Right before the first chapter of The Lion, the Witch, and the Wardrobe, one finds this short letter that C.S. Lewis as the volume’s dedication:
My Dear Lucy,
I wrote this story for you, but when I began it I had not realized that girls grow quicker than books. As a result you are already too old for fairy tales, and by the time it is printed and bound you will be older still. But some day you will be old enough to start reading fairy tales again. You can then take it down from some upper shelf, dust it, and tell me what you think of it. I shall probably be too dear to hear and too old to understand, a word you say, but I shall still be
your affectionate Godfather,
Little did C.S. “Jack” Lewis know that his Goddaughter, Lucy Barfield (1935-2003), hardly saw herself as “too old” for fairy tales. Much to the contrary, this simple and elegant dedication (as well as having the main character in the book, Lucy Pevensie , named after her) would impact Lucy for the rest of her life. She cherished being Lucy of Narnia.
Lucy was the adopted daughter of Owen Barfield, one of C.S. Lewis’ closest friends, and Maud Barfield. Owen had been vital in his spiritual development from an avowed atheist to one of the most influential and greatest Christian thinkers of the 20th century.
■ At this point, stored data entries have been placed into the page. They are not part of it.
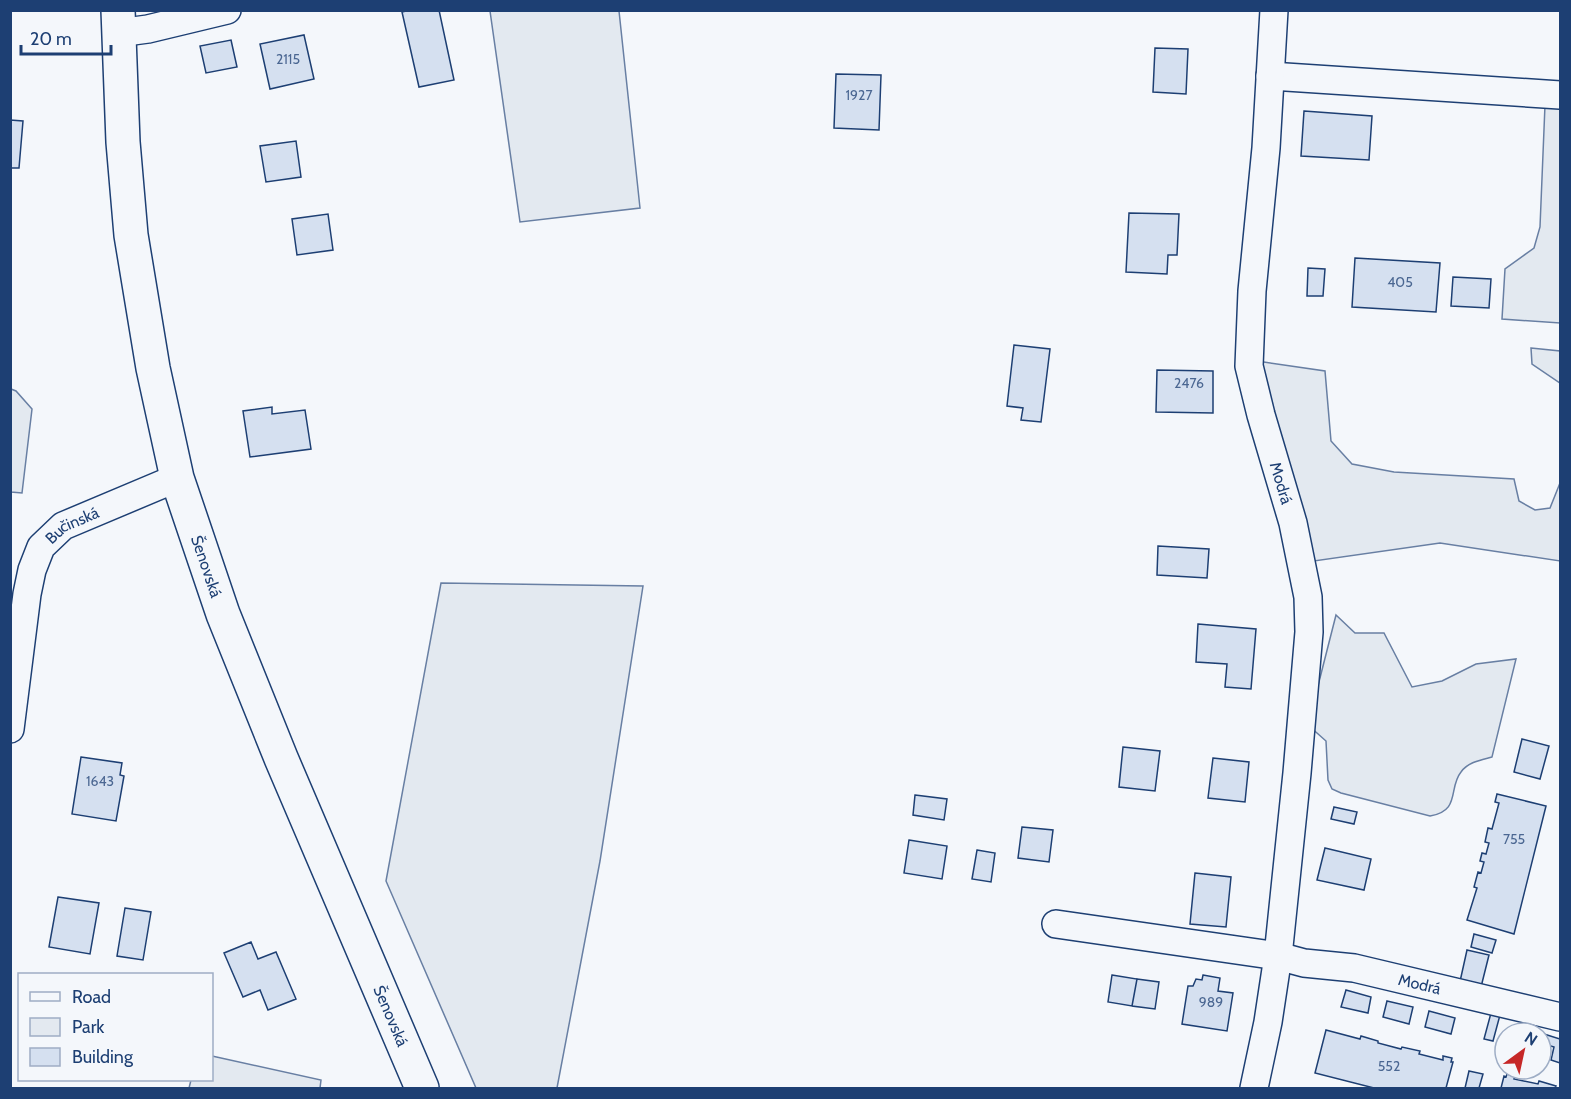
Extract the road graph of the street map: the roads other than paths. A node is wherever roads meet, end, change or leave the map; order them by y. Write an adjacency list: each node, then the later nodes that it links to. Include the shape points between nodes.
1 (227, 10): 3 (street, via 148,29)
2 (1274, 10): 4 (street, Modrá)
3 (118, 22): 6 (main road, Šenovská, via 131,235 153,368)
4 (1270, 76): 5 (street); 9 (street, Modrá, via 1249,366 1293,523 1308,597 1309,633)
5 (1560, 95)
6 (177, 478): 7 (street, Bučinská, via 63,526 41,547 27,594); 11 (main road, Šenovská, via 223,614)
7 (10, 729)
8 (1056, 924): 9 (street, Modrá)
9 (1278, 956): 10 (street, Modrá, via 1354,968); 12 (street, Modrá)
10 (1560, 1017)
11 (422, 1089)
12 (1254, 1089)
Lucy was four years old when Lewis began the book, 13 years old when the manuscript arrived to her and her family, and 15 when it was published.
According to Walter Hooper, Lewis’s secretary at the end of his life, Owen Barfield had this to say about his daughter:
Lucy was a very lively and happy child – apt for instance to be seen turning somersault wheels in the garden immediately after a meal. From an early age she showed marked musical taste and ability. After a short-lived ambition to become a ballet dancer, she eventually qualified as a professional teacher of music and was employed for a year or two as such by a well-known Kentish school for girls (C.S. Lewis: A Companion and Guide, p.758).